DATA LISTING START

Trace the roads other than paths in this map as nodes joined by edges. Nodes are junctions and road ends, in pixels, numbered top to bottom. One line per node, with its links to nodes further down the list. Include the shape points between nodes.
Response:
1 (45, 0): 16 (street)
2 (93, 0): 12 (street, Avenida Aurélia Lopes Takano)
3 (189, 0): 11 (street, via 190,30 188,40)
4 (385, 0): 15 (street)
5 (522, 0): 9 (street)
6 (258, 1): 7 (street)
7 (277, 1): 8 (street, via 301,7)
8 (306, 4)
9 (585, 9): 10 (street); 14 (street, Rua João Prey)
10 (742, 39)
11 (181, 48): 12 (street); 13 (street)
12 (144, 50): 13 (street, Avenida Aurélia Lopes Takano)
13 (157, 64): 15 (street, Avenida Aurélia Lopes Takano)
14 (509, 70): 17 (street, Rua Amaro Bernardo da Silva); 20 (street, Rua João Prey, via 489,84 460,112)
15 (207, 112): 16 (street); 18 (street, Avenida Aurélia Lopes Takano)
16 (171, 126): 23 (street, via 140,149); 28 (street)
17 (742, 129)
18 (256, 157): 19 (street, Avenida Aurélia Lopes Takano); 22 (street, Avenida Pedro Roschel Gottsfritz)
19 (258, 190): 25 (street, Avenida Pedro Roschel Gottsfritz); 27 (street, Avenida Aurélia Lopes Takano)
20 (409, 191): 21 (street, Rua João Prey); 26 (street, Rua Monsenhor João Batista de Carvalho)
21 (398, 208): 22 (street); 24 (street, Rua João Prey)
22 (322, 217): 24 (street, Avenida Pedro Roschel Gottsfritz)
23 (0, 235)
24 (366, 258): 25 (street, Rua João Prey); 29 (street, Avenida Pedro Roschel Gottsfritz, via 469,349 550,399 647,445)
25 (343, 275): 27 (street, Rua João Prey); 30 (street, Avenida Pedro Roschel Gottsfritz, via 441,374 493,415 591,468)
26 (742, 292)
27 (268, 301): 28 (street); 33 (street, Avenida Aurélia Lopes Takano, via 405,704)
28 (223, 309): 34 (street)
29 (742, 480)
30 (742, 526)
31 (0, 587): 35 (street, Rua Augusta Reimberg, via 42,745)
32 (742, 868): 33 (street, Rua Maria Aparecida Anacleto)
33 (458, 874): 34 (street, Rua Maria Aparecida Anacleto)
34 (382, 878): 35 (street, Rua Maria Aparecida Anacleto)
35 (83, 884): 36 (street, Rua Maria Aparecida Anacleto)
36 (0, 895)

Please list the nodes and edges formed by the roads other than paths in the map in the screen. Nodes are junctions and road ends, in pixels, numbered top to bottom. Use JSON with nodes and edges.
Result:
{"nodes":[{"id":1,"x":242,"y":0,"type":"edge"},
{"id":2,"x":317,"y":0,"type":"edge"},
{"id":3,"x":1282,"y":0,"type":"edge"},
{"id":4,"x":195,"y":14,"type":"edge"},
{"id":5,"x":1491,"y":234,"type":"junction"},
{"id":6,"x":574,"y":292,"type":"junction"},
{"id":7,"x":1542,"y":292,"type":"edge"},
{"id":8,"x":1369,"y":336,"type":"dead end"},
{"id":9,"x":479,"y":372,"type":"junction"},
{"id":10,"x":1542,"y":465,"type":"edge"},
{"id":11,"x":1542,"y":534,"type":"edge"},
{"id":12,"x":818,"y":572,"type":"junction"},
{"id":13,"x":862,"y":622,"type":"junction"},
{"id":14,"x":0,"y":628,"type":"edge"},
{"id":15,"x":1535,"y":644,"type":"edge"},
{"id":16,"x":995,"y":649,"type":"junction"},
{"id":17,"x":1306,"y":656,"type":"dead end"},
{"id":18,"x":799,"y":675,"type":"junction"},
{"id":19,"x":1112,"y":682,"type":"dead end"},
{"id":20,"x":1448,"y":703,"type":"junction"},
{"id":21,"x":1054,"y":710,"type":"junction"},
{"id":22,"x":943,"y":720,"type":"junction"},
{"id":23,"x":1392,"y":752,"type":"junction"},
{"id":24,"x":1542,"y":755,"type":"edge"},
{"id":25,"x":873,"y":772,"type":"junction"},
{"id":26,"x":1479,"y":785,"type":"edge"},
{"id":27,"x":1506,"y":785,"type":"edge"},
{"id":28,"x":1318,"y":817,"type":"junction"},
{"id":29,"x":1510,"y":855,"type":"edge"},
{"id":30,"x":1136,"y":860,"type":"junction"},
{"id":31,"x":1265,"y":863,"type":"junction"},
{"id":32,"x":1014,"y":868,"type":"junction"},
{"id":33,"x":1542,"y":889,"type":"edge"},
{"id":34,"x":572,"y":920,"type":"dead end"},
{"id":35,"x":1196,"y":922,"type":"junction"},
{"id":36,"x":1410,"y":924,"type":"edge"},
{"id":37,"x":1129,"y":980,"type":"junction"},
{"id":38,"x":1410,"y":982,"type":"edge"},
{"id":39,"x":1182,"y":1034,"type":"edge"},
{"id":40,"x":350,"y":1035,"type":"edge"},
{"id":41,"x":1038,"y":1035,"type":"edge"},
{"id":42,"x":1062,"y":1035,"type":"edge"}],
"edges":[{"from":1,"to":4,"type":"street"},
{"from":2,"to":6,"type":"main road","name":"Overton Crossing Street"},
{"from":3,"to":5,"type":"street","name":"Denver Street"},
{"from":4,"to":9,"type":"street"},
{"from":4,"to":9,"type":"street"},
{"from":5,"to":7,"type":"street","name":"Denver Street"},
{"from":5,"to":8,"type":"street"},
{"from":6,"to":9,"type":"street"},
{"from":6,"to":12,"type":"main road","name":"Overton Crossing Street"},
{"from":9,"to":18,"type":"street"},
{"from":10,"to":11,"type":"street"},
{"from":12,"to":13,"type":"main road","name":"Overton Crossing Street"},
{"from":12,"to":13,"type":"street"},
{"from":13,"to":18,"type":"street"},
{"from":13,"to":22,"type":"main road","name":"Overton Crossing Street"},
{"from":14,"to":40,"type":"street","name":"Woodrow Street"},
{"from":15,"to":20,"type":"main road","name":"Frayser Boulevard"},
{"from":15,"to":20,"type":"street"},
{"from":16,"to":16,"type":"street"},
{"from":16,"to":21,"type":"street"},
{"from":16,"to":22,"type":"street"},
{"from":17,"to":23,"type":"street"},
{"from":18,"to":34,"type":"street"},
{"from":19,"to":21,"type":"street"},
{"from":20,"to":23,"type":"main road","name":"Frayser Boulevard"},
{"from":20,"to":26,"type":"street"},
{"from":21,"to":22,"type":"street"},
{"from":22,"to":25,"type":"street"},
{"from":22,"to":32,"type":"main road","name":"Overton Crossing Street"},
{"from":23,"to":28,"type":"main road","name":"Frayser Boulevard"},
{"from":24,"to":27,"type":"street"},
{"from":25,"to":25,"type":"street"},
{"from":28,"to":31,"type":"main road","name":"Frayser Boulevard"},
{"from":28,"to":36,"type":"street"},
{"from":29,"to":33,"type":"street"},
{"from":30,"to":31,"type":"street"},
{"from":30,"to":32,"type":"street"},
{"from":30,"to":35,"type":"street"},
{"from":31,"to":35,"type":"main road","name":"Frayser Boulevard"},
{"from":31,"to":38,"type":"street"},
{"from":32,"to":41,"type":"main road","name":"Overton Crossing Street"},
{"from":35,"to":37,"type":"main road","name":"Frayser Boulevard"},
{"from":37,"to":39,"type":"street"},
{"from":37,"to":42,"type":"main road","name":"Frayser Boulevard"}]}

DATA LISTING END

TRY IT
All the lines above are to be copied exactly, with none left out.

SOLUTION FOR THIS PROBLEM
Trace the roads other than paths in this map as nodes joined by edges. Nodes are junctions and road ends, in pixels, numbered top to bottom. One line per node, with its links to nodes further down the list. Include the shape points between nodes.
Response:
1 (45, 0): 16 (street)
2 (93, 0): 12 (street, Avenida Aurélia Lopes Takano)
3 (189, 0): 11 (street, via 190,30 188,40)
4 (385, 0): 15 (street)
5 (522, 0): 9 (street)
6 (258, 1): 7 (street)
7 (277, 1): 8 (street, via 301,7)
8 (306, 4)
9 (585, 9): 10 (street); 14 (street, Rua João Prey)
10 (742, 39)
11 (181, 48): 12 (street); 13 (street)
12 (144, 50): 13 (street, Avenida Aurélia Lopes Takano)
13 (157, 64): 15 (street, Avenida Aurélia Lopes Takano)
14 (509, 70): 17 (street, Rua Amaro Bernardo da Silva); 20 (street, Rua João Prey, via 489,84 460,112)
15 (207, 112): 16 (street); 18 (street, Avenida Aurélia Lopes Takano)
16 (171, 126): 23 (street, via 140,149); 28 (street)
17 (742, 129)
18 (256, 157): 19 (street, Avenida Aurélia Lopes Takano); 22 (street, Avenida Pedro Roschel Gottsfritz)
19 (258, 190): 25 (street, Avenida Pedro Roschel Gottsfritz); 27 (street, Avenida Aurélia Lopes Takano)
20 (409, 191): 21 (street, Rua João Prey); 26 (street, Rua Monsenhor João Batista de Carvalho)
21 (398, 208): 22 (street); 24 (street, Rua João Prey)
22 (322, 217): 24 (street, Avenida Pedro Roschel Gottsfritz)
23 (0, 235)
24 (366, 258): 25 (street, Rua João Prey); 29 (street, Avenida Pedro Roschel Gottsfritz, via 469,349 550,399 647,445)
25 (343, 275): 27 (street, Rua João Prey); 30 (street, Avenida Pedro Roschel Gottsfritz, via 441,374 493,415 591,468)
26 (742, 292)
27 (268, 301): 28 (street); 33 (street, Avenida Aurélia Lopes Takano, via 405,704)
28 (223, 309): 34 (street)
29 (742, 480)
30 (742, 526)
31 (0, 587): 35 (street, Rua Augusta Reimberg, via 42,745)
32 (742, 868): 33 (street, Rua Maria Aparecida Anacleto)
33 (458, 874): 34 (street, Rua Maria Aparecida Anacleto)
34 (382, 878): 35 (street, Rua Maria Aparecida Anacleto)
35 (83, 884): 36 (street, Rua Maria Aparecida Anacleto)
36 (0, 895)

Please list the nodes and edges formed by the roads other than paths in the map in the screen. Nodes are junctions and road ends, in pixels, numbered top to bottom. Use JSON with nodes and edges.
Result:
{"nodes":[{"id":1,"x":242,"y":0,"type":"edge"},
{"id":2,"x":317,"y":0,"type":"edge"},
{"id":3,"x":1282,"y":0,"type":"edge"},
{"id":4,"x":195,"y":14,"type":"edge"},
{"id":5,"x":1491,"y":234,"type":"junction"},
{"id":6,"x":574,"y":292,"type":"junction"},
{"id":7,"x":1542,"y":292,"type":"edge"},
{"id":8,"x":1369,"y":336,"type":"dead end"},
{"id":9,"x":479,"y":372,"type":"junction"},
{"id":10,"x":1542,"y":465,"type":"edge"},
{"id":11,"x":1542,"y":534,"type":"edge"},
{"id":12,"x":818,"y":572,"type":"junction"},
{"id":13,"x":862,"y":622,"type":"junction"},
{"id":14,"x":0,"y":628,"type":"edge"},
{"id":15,"x":1535,"y":644,"type":"edge"},
{"id":16,"x":995,"y":649,"type":"junction"},
{"id":17,"x":1306,"y":656,"type":"dead end"},
{"id":18,"x":799,"y":675,"type":"junction"},
{"id":19,"x":1112,"y":682,"type":"dead end"},
{"id":20,"x":1448,"y":703,"type":"junction"},
{"id":21,"x":1054,"y":710,"type":"junction"},
{"id":22,"x":943,"y":720,"type":"junction"},
{"id":23,"x":1392,"y":752,"type":"junction"},
{"id":24,"x":1542,"y":755,"type":"edge"},
{"id":25,"x":873,"y":772,"type":"junction"},
{"id":26,"x":1479,"y":785,"type":"edge"},
{"id":27,"x":1506,"y":785,"type":"edge"},
{"id":28,"x":1318,"y":817,"type":"junction"},
{"id":29,"x":1510,"y":855,"type":"edge"},
{"id":30,"x":1136,"y":860,"type":"junction"},
{"id":31,"x":1265,"y":863,"type":"junction"},
{"id":32,"x":1014,"y":868,"type":"junction"},
{"id":33,"x":1542,"y":889,"type":"edge"},
{"id":34,"x":572,"y":920,"type":"dead end"},
{"id":35,"x":1196,"y":922,"type":"junction"},
{"id":36,"x":1410,"y":924,"type":"edge"},
{"id":37,"x":1129,"y":980,"type":"junction"},
{"id":38,"x":1410,"y":982,"type":"edge"},
{"id":39,"x":1182,"y":1034,"type":"edge"},
{"id":40,"x":350,"y":1035,"type":"edge"},
{"id":41,"x":1038,"y":1035,"type":"edge"},
{"id":42,"x":1062,"y":1035,"type":"edge"}],
"edges":[{"from":1,"to":4,"type":"street"},
{"from":2,"to":6,"type":"main road","name":"Overton Crossing Street"},
{"from":3,"to":5,"type":"street","name":"Denver Street"},
{"from":4,"to":9,"type":"street"},
{"from":4,"to":9,"type":"street"},
{"from":5,"to":7,"type":"street","name":"Denver Street"},
{"from":5,"to":8,"type":"street"},
{"from":6,"to":9,"type":"street"},
{"from":6,"to":12,"type":"main road","name":"Overton Crossing Street"},
{"from":9,"to":18,"type":"street"},
{"from":10,"to":11,"type":"street"},
{"from":12,"to":13,"type":"main road","name":"Overton Crossing Street"},
{"from":12,"to":13,"type":"street"},
{"from":13,"to":18,"type":"street"},
{"from":13,"to":22,"type":"main road","name":"Overton Crossing Street"},
{"from":14,"to":40,"type":"street","name":"Woodrow Street"},
{"from":15,"to":20,"type":"main road","name":"Frayser Boulevard"},
{"from":15,"to":20,"type":"street"},
{"from":16,"to":16,"type":"street"},
{"from":16,"to":21,"type":"street"},
{"from":16,"to":22,"type":"street"},
{"from":17,"to":23,"type":"street"},
{"from":18,"to":34,"type":"street"},
{"from":19,"to":21,"type":"street"},
{"from":20,"to":23,"type":"main road","name":"Frayser Boulevard"},
{"from":20,"to":26,"type":"street"},
{"from":21,"to":22,"type":"street"},
{"from":22,"to":25,"type":"street"},
{"from":22,"to":32,"type":"main road","name":"Overton Crossing Street"},
{"from":23,"to":28,"type":"main road","name":"Frayser Boulevard"},
{"from":24,"to":27,"type":"street"},
{"from":25,"to":25,"type":"street"},
{"from":28,"to":31,"type":"main road","name":"Frayser Boulevard"},
{"from":28,"to":36,"type":"street"},
{"from":29,"to":33,"type":"street"},
{"from":30,"to":31,"type":"street"},
{"from":30,"to":32,"type":"street"},
{"from":30,"to":35,"type":"street"},
{"from":31,"to":35,"type":"main road","name":"Frayser Boulevard"},
{"from":31,"to":38,"type":"street"},
{"from":32,"to":41,"type":"main road","name":"Overton Crossing Street"},
{"from":35,"to":37,"type":"main road","name":"Frayser Boulevard"},
{"from":37,"to":39,"type":"street"},
{"from":37,"to":42,"type":"main road","name":"Frayser Boulevard"}]}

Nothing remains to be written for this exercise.